Microsoft's mixed-up open-source TCO messaging makes perfect sense

Microsoft wants to have it both ways on its open-source TCO study, but that's not as incoherent as it first seems.

Old Microsoft, meet new Microsoft. Best sit down, talk, and work out your story(ies) on open source and its TCO.

Mary Jo Foley points out that Microsoft has resurrected an old TCO study (December 2007), put some varnish on it, and is trotting it out like it's news. Why? Well, you can guess, as Mary Jo does:

So why is Microsoft touting it today? Perhaps due to the recession and desire by companies to find ways to cut costs by using more free software? Or maybe to counteract the press around a former Microsoft developer's new book celebrating the joys of open-source software? Or maybe it's just one more attempt by the Softies to bang the OOXML drum, given a fleeting reference in today's press release to a need to standardize around a single document format?

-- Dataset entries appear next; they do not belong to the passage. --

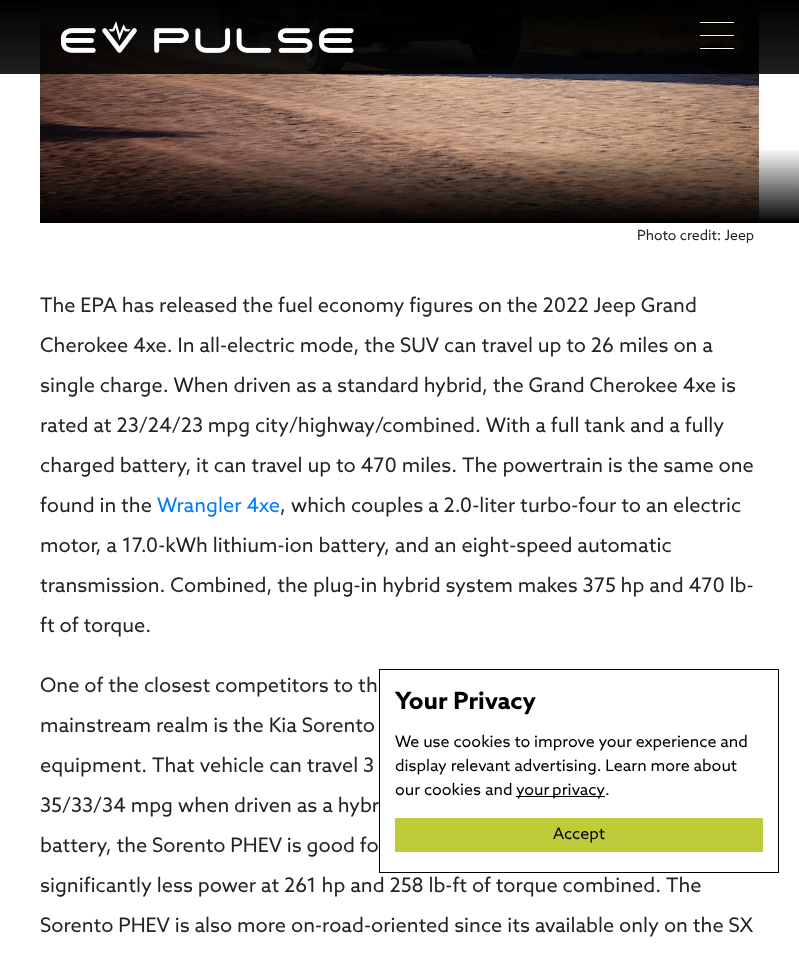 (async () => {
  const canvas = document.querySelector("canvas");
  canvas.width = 799;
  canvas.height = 963;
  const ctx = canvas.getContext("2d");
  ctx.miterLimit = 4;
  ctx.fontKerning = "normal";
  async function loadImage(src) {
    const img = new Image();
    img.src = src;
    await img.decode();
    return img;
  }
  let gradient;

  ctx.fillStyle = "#ffffff";
  ctx.fillRect(0, 0, 799, 963);
  ctx.drawImage(await loadImage("img/2.png"), 40, 4, 719, 219);
  gradient = ctx.createLinearGradient(400, 74, 400, 0);
  gradient.addColorStop(0, "rgba(0, 0, 0, 0.88)");
  gradient.addColorStop(1, "#000000");
  ctx.fillStyle = gradient;
  ctx.fillRect(0, 0, 799, 74);
  ctx.drawImage(await loadImage("img/1.png"), 61, 21, 293, 32);
  ctx.fillStyle = "#f6f6f6";
  ctx.beginPath();
  ctx.rect(699.5, 21.5, 35, 2);
  ctx.fill();
  ctx.strokeStyle = "#000000";
  ctx.stroke();
  ctx.beginPath();
  ctx.rect(699.5, 34.5, 35, 2);
  ctx.fill();
  ctx.stroke();
  ctx.beginPath();
  ctx.rect(699.5, 47.5, 35, 2);
  ctx.fill();
  ctx.stroke();
  gradient = ctx.createLinearGradient(440, 223, 440, 148);
  gradient.addColorStop(0, "#000000");
  gradient.addColorStop(1, "rgba(0, 0, 0, 0)");
  ctx.fillStyle = gradient;
  ctx.fillRect(40, 150, 759, 73);
  ctx.strokeRect(379.5, 669.5, 399, 203);
  ctx.fillStyle = "#000000";
  ctx.fillRect(516, 796, 89, 1);
  ctx.fillStyle = "#becc3a";
  ctx.fillRect(395, 818, 368, 34);
  ctx.font = "14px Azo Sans";
  ctx.fillStyle = "#212529";
  ctx.fillText("Photo credit: Jeep", 637, 240);
  ctx.font = "20px Azo Sans";
  for (const [text, x, y] of [
    ["The EPA has released the fuel economy figures on the 2022 Jeep Grand", 40, 312],
    ["Cherokee 4xe. In all-electric mode, the SUV can travel up to 26 miles on a", 40, 352],
    ["single charge. When driven as a standard hybrid, the Grand Cherokee 4xe is", 40, 392],
    ["rated at 23/24/23 mpg city/highway/combined. With a full tank and a fully", 40, 432],
    ["charged battery, it can travel up to 470 miles. The powertrain is the same one", 40, 472],
    ["found in the", 40, 512],
  ]) {
    ctx.fillText(text, x, y);
  }
  ctx.fillStyle = "#007bff";
  ctx.fillText("Wrangler 4xe", 157, 512);
  ctx.fillStyle = "#212529";
  for (const [text, x, y] of [
    [", which couples a 2.0-liter turbo-four to an electric", 280, 512],
    ["motor, a 17.0-kWh lithium-ion battery, and an eight-speed automatic", 40, 552],
    ["transmission. Combined, the plug-in hybrid system makes 375 hp and 470 lb-", 40, 592],
    ["ft of torque.", 40, 632],
    ["One of the closest competitors to th", 40, 692],
    ["mainstream realm is the Kia Sorento", 40, 732],
    ["equipment. That vehicle can travel 3", 40, 772],
    ["35/33/34 mpg when driven as a hybr", 40, 812],
    ["battery, the Sorento PHEV is good fo", 40, 852],
    ["significantly less power at 261 hp and 258 lb-ft of torque combined. The", 40, 892],
    ["Sorento PHEV is also more on-road-oriented since its available only on the SX", 40, 932],
  ]) {
    ctx.fillText(text, x, y);
  }
  ctx.font = "bold 24px Azo Sans";
  ctx.fillStyle = "#000000";
  ctx.fillText("Your Privacy", 395, 709);
  ctx.font = "16px Azo Sans";
  for (const [text, x, y] of [
    ["We use cookies to improve your experience and", 395, 747],
    ["display relevant advertising. Learn more about", 395, 771],
    ["our cookies and", 395, 795],
  ]) {
    ctx.fillText(text, x, y);
  }
  ctx.wordSpacing = "-1px";
  ctx.fillText("your privacy", 516, 795);
  ctx.wordSpacing = "0px";
  ctx.fillText(".", 605, 795);
  ctx.fillText("Accept", 553, 839);
})();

As Mary Jo goes on to note, Microsoft is within its rights to compete by fair means or foul, so long as it stays within the law. But I have to wonder why Microsoft bothers.

In many ways, Microsoft and open source are complementary forces: both have tended to wrong costs out of bloated markets. Microsoft arguably has additional benefits to offer, too, beyond what community-led open-source projects have traditionally provided, like exceptional developer tools and ease-of-use.

Maybe Microsoft's TCO study is a way for Microsoft to suggest that it doesn't like to lose any battle to open source, be it price or some other factor. Fair enough.

It's not as if Microsoft is alone in this. My own company, Alfresco, just released its own TCO study against Microsoft (and other ECM/collaboration vendors). If it's fair for us, it's fair for Microsoft. But at least we're using current information and data.

No, the only thing Microsoft has done "wrong" here is to send out contradictory messages on open source, which is somewhat normal for any large company, especially Microsoft, which has struggled to figure out what it wants from open source. Its primary message, especially in this economy, is going to be "kill open source," and maybe should be, given its need to serve short-term shareholder interests.

There are, however, signs of change in the company. Microsoft is embedding open source into its products . It is releasing open source as a core strategy for its CRM business . I'm therefore not too worried that Microsoft is having growing pains figuring out how to find a consistent story around open source.

If Microsoft is still recycling this same TCO study two years from now, then we have a problem...as would Microsoft.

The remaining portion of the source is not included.